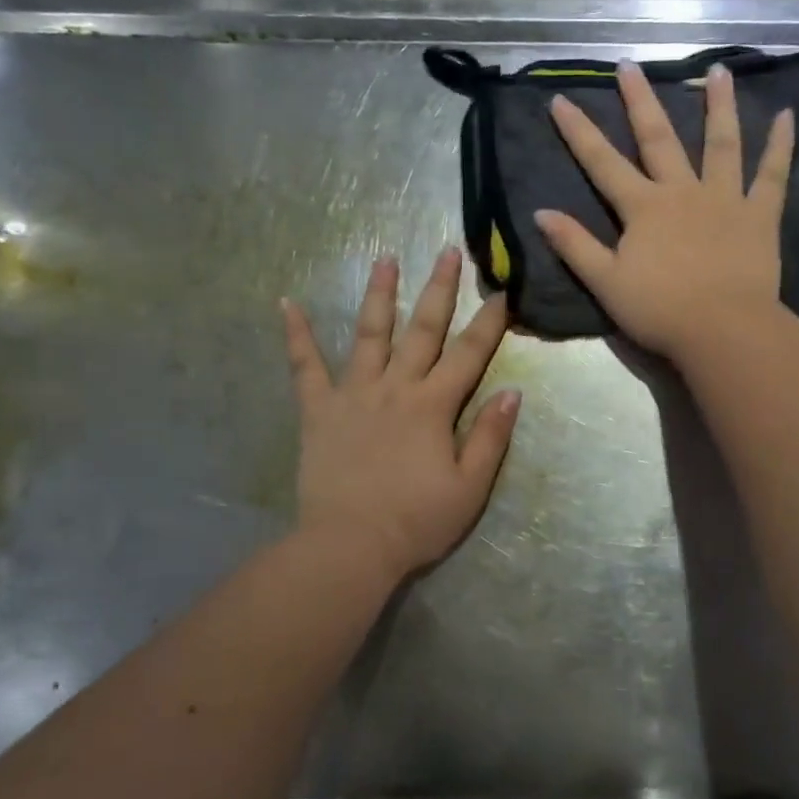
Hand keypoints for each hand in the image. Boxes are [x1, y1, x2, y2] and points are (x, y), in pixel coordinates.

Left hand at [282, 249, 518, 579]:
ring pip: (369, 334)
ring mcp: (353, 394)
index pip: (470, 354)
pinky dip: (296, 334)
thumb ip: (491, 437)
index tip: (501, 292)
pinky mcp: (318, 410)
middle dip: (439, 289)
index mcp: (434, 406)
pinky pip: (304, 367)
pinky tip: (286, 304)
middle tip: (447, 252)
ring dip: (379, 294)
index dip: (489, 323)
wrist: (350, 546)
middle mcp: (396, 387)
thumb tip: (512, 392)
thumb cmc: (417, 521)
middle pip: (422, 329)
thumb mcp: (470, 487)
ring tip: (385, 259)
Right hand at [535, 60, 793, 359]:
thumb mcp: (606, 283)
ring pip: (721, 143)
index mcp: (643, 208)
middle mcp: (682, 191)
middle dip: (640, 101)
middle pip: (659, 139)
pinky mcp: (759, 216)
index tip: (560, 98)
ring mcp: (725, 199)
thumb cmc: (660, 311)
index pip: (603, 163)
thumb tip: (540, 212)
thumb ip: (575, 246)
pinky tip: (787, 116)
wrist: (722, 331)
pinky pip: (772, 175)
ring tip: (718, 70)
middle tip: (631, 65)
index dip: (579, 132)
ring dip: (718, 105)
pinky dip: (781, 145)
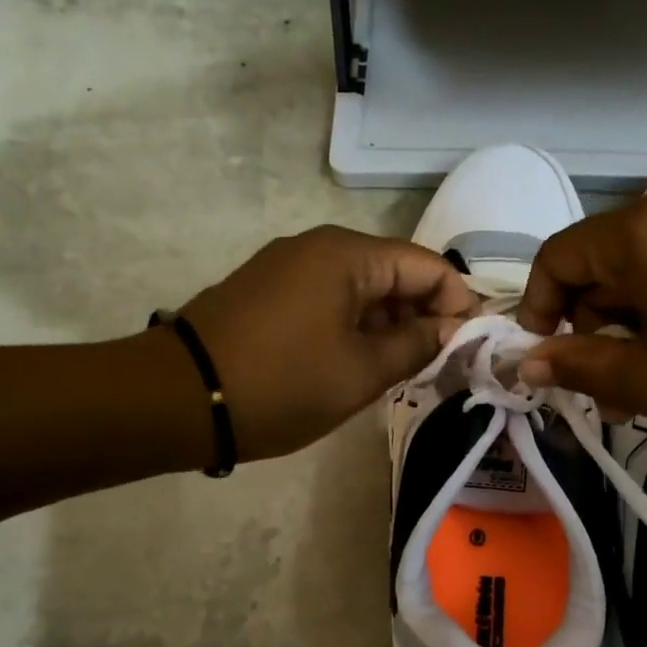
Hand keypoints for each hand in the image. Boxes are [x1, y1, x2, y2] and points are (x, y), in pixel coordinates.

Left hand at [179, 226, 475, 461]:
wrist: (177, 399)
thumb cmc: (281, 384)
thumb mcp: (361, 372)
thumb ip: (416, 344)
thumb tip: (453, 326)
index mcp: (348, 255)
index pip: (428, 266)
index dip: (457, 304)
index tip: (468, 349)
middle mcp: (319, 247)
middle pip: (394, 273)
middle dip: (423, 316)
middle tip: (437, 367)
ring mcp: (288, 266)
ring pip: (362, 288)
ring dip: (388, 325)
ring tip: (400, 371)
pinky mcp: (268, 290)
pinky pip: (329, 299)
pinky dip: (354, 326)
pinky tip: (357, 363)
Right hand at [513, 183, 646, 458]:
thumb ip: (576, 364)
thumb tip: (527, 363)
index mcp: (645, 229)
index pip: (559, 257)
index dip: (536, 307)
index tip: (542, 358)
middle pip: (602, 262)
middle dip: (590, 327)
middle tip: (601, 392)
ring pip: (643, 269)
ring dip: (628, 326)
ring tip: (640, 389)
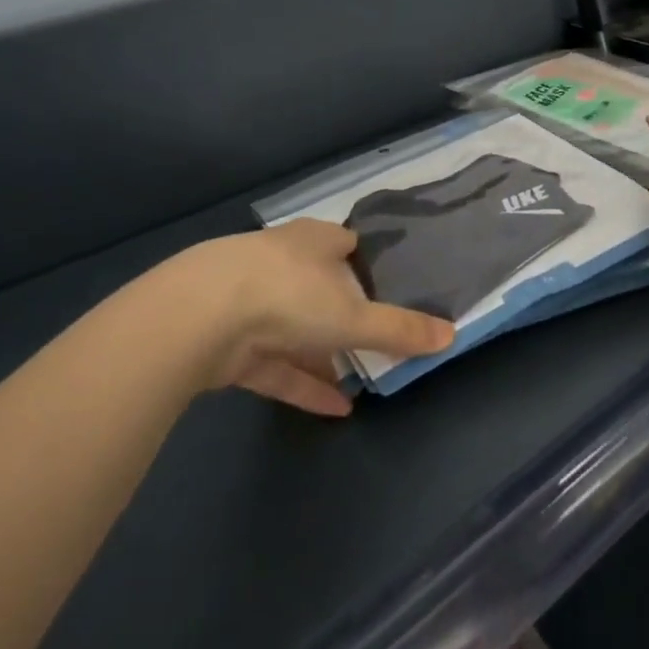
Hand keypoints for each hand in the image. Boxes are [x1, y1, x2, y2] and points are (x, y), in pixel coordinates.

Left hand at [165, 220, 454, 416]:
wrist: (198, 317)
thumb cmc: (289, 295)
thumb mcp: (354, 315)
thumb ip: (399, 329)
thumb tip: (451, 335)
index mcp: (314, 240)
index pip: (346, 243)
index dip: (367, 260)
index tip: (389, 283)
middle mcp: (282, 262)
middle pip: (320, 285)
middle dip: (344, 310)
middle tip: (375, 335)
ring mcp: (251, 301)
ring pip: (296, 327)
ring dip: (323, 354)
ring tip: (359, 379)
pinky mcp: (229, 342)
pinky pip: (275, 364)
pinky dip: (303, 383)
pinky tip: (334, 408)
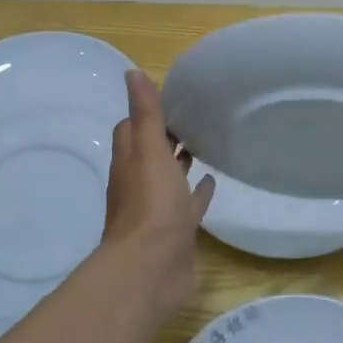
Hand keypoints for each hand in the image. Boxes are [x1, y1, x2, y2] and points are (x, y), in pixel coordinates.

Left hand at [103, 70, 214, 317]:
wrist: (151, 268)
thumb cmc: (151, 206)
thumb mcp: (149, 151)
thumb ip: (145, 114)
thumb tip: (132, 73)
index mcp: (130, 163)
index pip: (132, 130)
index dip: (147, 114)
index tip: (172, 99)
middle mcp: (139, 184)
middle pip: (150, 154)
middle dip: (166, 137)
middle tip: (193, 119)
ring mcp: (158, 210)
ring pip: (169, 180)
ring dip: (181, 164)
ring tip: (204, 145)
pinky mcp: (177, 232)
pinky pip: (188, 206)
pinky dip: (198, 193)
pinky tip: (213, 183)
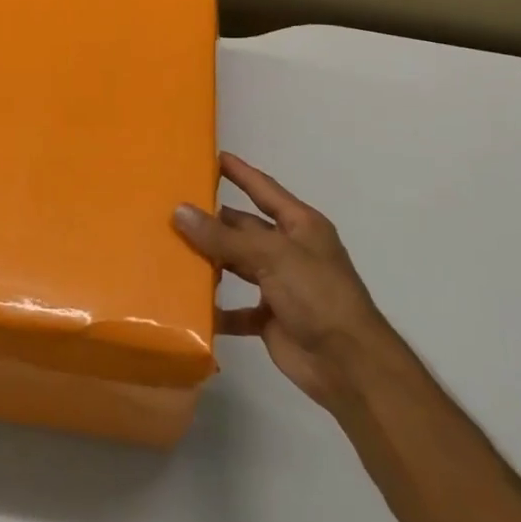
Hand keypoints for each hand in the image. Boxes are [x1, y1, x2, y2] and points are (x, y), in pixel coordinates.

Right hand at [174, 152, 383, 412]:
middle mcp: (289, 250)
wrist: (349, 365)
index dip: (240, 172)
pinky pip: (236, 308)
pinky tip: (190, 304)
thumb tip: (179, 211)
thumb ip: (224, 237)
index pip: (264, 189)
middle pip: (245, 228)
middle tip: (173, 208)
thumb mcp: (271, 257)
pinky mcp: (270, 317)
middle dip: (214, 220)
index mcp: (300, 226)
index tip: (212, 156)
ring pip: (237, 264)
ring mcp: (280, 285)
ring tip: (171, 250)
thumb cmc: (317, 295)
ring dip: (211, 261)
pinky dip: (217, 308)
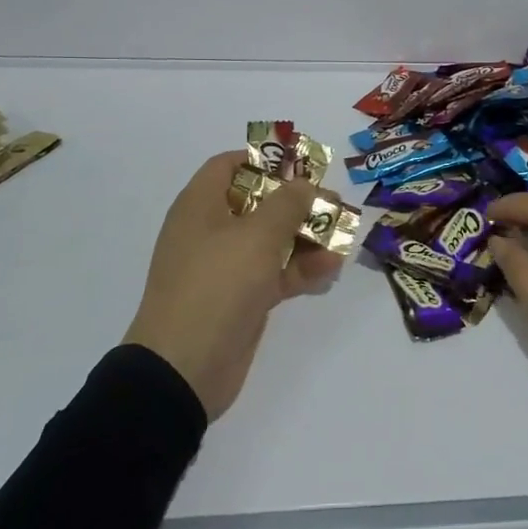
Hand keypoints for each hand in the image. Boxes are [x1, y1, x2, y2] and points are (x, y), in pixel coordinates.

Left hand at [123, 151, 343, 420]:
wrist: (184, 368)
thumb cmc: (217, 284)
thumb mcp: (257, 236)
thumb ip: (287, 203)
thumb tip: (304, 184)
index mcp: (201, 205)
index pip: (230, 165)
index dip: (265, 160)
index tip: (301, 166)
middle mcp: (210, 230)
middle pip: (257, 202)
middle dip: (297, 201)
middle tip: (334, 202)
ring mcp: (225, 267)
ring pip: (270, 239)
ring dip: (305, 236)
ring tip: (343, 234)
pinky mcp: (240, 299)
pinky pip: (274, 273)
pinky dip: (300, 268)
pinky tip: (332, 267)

[What is being asked]
The answer must be an exact copy of the records above, with the pictures left out.

[Answer below]
Hand keypoints for each hand in the image. Boxes are [x1, y1, x2, y2] and points are (x, y), in pixel coordinates.

Left hand at [282, 249, 518, 579]:
ring pip: (369, 334)
ring mcp: (353, 394)
index pip: (470, 354)
pinky dip: (296, 334)
thumb ip: (491, 437)
index tip: (501, 292)
pinky mcp: (318, 410)
middle dip: (439, 289)
index mcp: (434, 406)
pinky pip: (304, 367)
pinky tip: (286, 304)
middle tip: (447, 252)
ring dip: (379, 294)
index dip: (489, 323)
wrist: (350, 546)
middle mcp: (396, 387)
thumb tip: (512, 392)
thumb cmc: (417, 521)
middle pip: (422, 329)
thumb mcp: (470, 487)
ring tip: (385, 259)
Right hand at [535, 60, 793, 359]:
thumb mcp: (606, 283)
ring pip: (721, 143)
index mcp: (643, 208)
middle mcp: (682, 191)
middle dip: (640, 101)
middle pip: (659, 139)
pinky mcp: (759, 216)
index tip: (560, 98)
ring mcp: (725, 199)
thumb cmc: (660, 311)
index pip: (603, 163)
thumb tip: (540, 212)
thumb ip: (575, 246)
pinky tip: (787, 116)
wrist: (722, 331)
pinky pip: (772, 175)
ring tip: (718, 70)
middle tip: (631, 65)
index dip: (579, 132)
ring dip: (718, 105)
pinky dip: (781, 145)
Hand keypoints for each hand in the image. Boxes are [x1, y1, x2, y2] and points are (x, y), in pixel coordinates.

Left hand at [179, 226, 475, 461]:
wrist: (177, 399)
thumb cmc: (281, 384)
thumb mcp: (361, 372)
thumb ip: (416, 344)
thumb tip: (453, 326)
index mcp: (348, 255)
index pip: (428, 266)
index dip: (457, 304)
index tip: (468, 349)
middle mcp: (319, 247)
middle pip: (394, 273)
middle dip: (423, 316)
middle tip: (437, 367)
ring mcp: (288, 266)
ring pip: (362, 288)
ring dip: (388, 325)
ring tip: (400, 371)
pinky mcp: (268, 290)
pinky pip: (329, 299)
pinky dip: (354, 326)
pinky tip: (357, 363)
Right hand at [513, 183, 646, 458]:
thumb ip: (576, 364)
thumb tip: (527, 363)
index mcp: (645, 229)
index pip: (559, 257)
index dip: (536, 307)
index tip: (542, 358)
middle pip: (602, 262)
middle dip: (590, 327)
middle tip: (601, 392)
ring pip: (643, 269)
ring dip: (628, 326)
ring tip: (640, 389)
Hand keypoints for each hand in the image. Boxes are [x1, y1, x2, y2] and points are (x, y), in pixel coordinates.

Left hand at [165, 220, 454, 416]:
wrist: (198, 317)
thumb cmc: (289, 295)
thumb mcp: (354, 315)
thumb ip: (399, 329)
thumb tip: (451, 335)
index mcp: (314, 240)
index pip: (346, 243)
index dip: (367, 260)
index tip: (389, 283)
middle mcp: (282, 262)
middle pip: (320, 285)
middle dip: (344, 310)
middle tip: (375, 335)
ring mcp: (251, 301)
ring pip: (296, 327)
ring dip: (323, 354)
ring tip: (359, 379)
pinky mcp: (229, 342)
pinky pip: (275, 364)
pinky dip: (303, 383)
pinky tip: (334, 408)
Hand keypoints for each hand in the image. Boxes are [x1, y1, x2, y2] and points are (x, y), in pixel coordinates.

Left hand at [103, 70, 214, 317]:
wrist: (151, 268)
thumb cmc: (151, 206)
thumb mcp: (149, 151)
thumb ip: (145, 114)
thumb tip: (132, 73)
index mcp: (130, 163)
index pip: (132, 130)
index dip: (147, 114)
index tip: (172, 99)
middle mcp: (139, 184)
middle pip: (150, 154)
middle dip: (166, 137)
middle tip: (193, 119)
ring mcp: (158, 210)
ring pip: (169, 180)
ring dip: (181, 164)
ring tip: (204, 145)
pinky mcp: (177, 232)
pinky pip: (188, 206)
pinky dip: (198, 193)
pinky tip: (213, 183)
Hand keypoints for each hand in the image. Boxes are [x1, y1, x2, y2] and points are (x, y), in pixel coordinates.

Right hand at [174, 152, 383, 412]:
middle mcp: (289, 250)
wrist: (349, 365)
index dip: (240, 172)
pinky pip: (236, 308)
pinky tip: (190, 304)
thumb tip: (179, 211)
thumb ip: (224, 237)
index pip: (264, 189)
middle pip: (245, 228)
middle tip: (173, 208)
thumb mcp: (271, 257)
pinky mcp: (270, 317)
middle dip: (214, 220)
index mcp: (300, 226)
index tip: (212, 156)
ring pip: (237, 264)
ring mcp: (280, 285)
ring tip: (171, 250)
thumb cmc: (317, 295)
ring dip: (211, 261)
pinky dip: (217, 308)
Hand keypoints for each hand in the image. Boxes are [x1, y1, x2, y2] and points are (x, y), in pixel coordinates.

Left hand at [123, 151, 343, 420]:
wrist: (184, 368)
thumb cmc: (217, 284)
thumb mcp: (257, 236)
thumb ip: (287, 203)
thumb tip: (304, 184)
index mcp: (201, 205)
index pip: (230, 165)
index dip: (265, 160)
index tip: (301, 166)
middle mcp: (210, 230)
middle pip: (257, 202)
middle dip: (297, 201)
middle tip: (334, 202)
ring mcp: (225, 267)
ring pip: (270, 239)
ring dip: (305, 236)
ring tip: (343, 234)
pinky mcp: (240, 299)
pinky pip: (274, 273)
pinky dip: (300, 268)
pinky tip: (332, 267)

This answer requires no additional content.